Analyse

Unsere Analyse von Friedrich Schillers Verbrecher aus verlorener Ehre (1786) widmet sich der genauen Betrachtung der einzelnen Elemente des Werkes sowie dessen Aufbau und Sprache. Am Anfang steht die Analyse des Titels, welche sich sowohl mit den Begriffen Infamie und Ehre als auch mit den kriminalistischen Aspekten sowie sprachlichen Besonderheiten auseinandersetzt.

Im Anschluss daran wird die komplexe und zuweilen schwer verständliche Einleitung Schillers untersucht. Neben der programmatischen und didaktischen Intention des Autors werden hier die Aspekte der Sprache und Erzähltheorie sowie der Psychologie und Kriminologie beleuchtet.

Der darauffolgende Abschnitt beschreibt den Aufbau der Erzählung unter Berücksichtigung der stilistischen und inhaltlichen Faktoren. Dabei werden die verschiedenen Formen der Gliederung einander gegenübergestellt. Im Vordergrund steht jedoch die Aufteilung in 5 Teile nach dem Vorbild des klassischen Dramas.

Die Heraushebung der sprachlichen und stilistischen Besonderheiten ist die Aufgabe des anschließenden Teils. Schillers bildhafte Beschreibungen mithilfe von Metaphern, Allegorien und Personifikationen spielen ebenso eine Rolle wie sein geschickter Wechsel zwischen Tempus und Perspektive. Weiterhin werden die dramenähnlichen Erzähltechniken beschrieben. Alle sprachlichen und stilistischen Mittel werden durch Zitate anschaulich gemacht.

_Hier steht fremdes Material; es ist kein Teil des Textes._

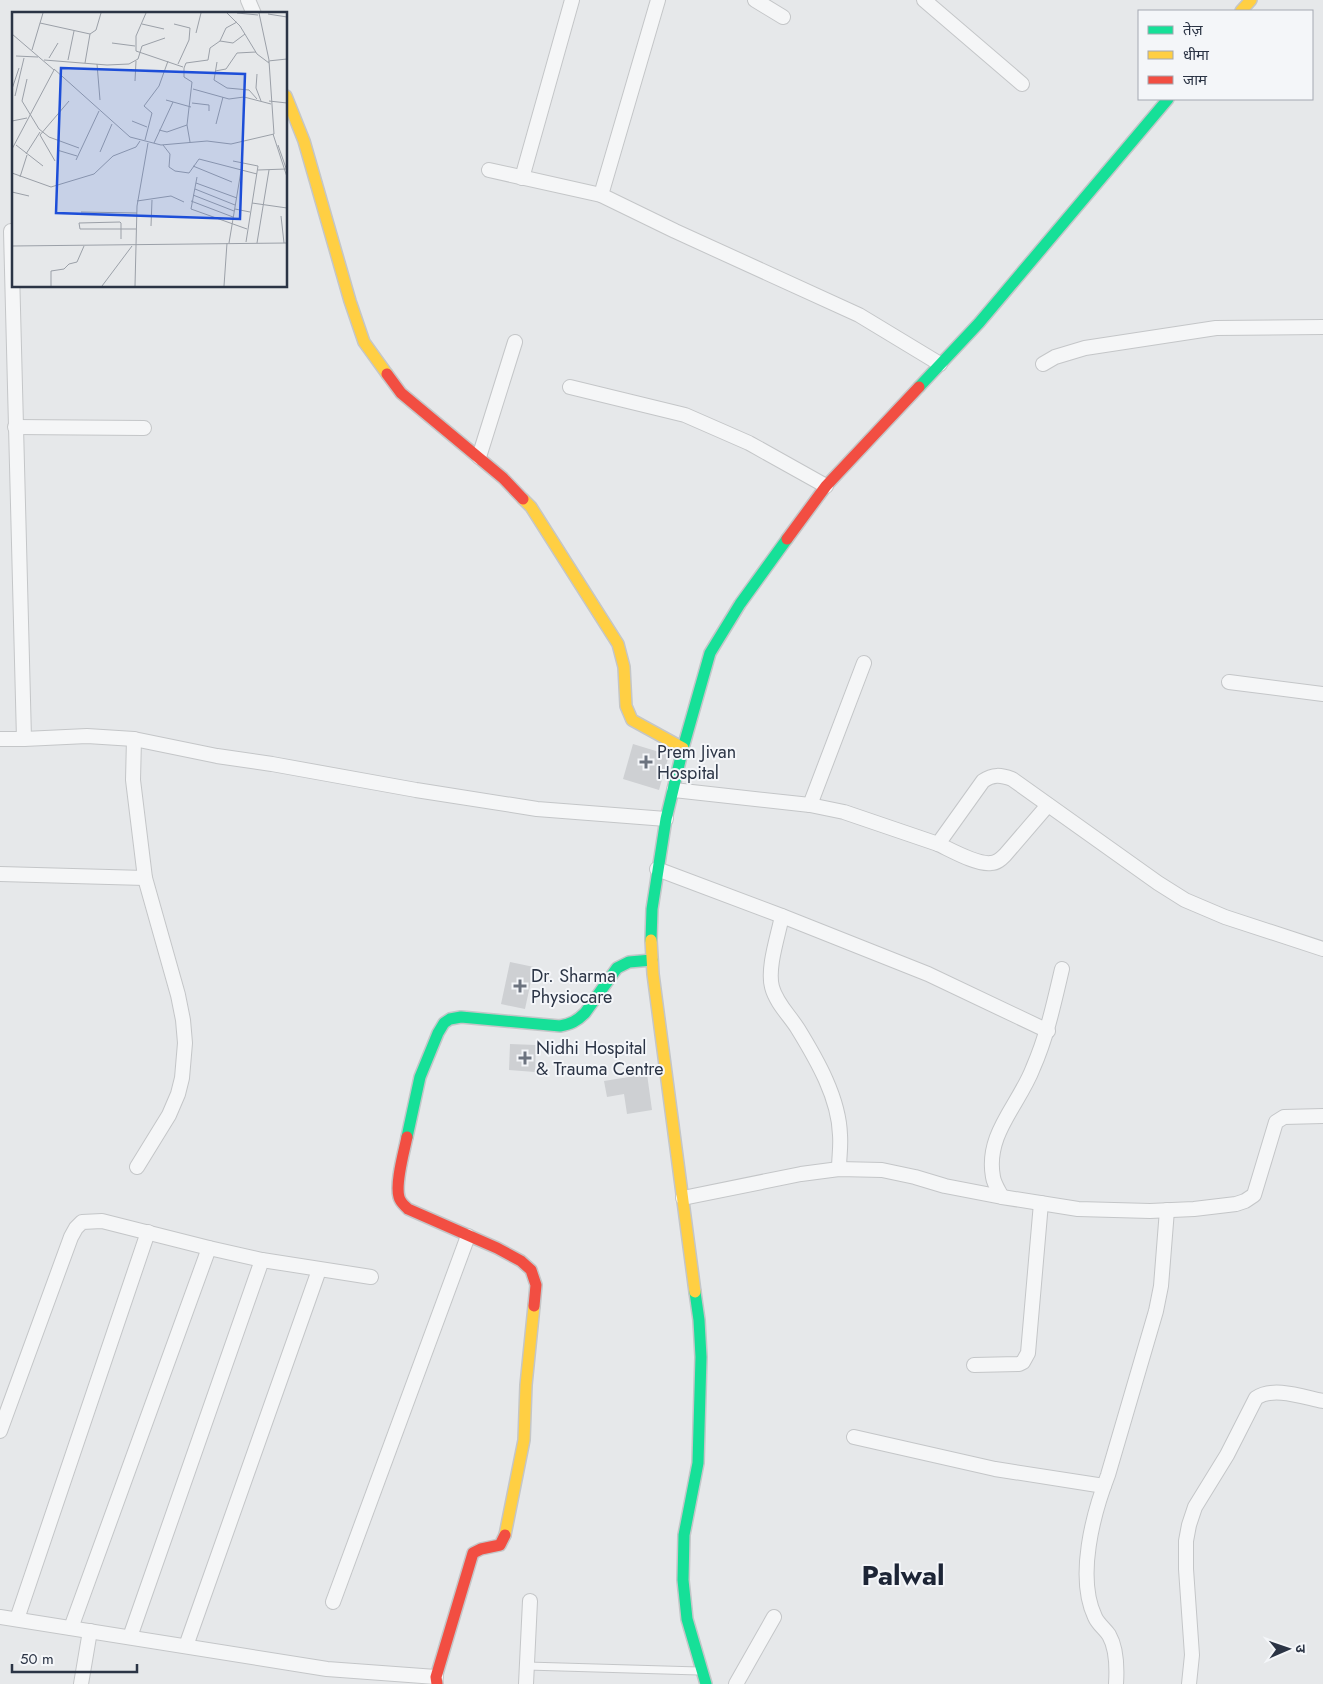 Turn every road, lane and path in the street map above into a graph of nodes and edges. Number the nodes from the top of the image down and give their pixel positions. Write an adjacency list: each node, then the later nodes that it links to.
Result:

Der nachfolgende Teil ist der Analyse spezifischer Textstellen gewidmet. Zunächst wird die Mordszene unter Berücksichtigung von Stil und Sprache, der Einordnung in die Gesamthandlung und der Intention des Autors untersucht. Anschließend folgt eine eingehende Betrachtung des Briefes an den Fürsten. Hier wird insbesondere auf die Argumentationslinie des Protagonisten sowie dessen Ausdrucksform und die wichtigsten Aussagen eingegangen. Die darauf folgende Dialoganalyse untersucht Wolfs Begegnung mit dem Räuberhauptmann anhand des Gesprächsaufbaus, der dramaturgischen Funktion sowie der religiösen Metaphorik.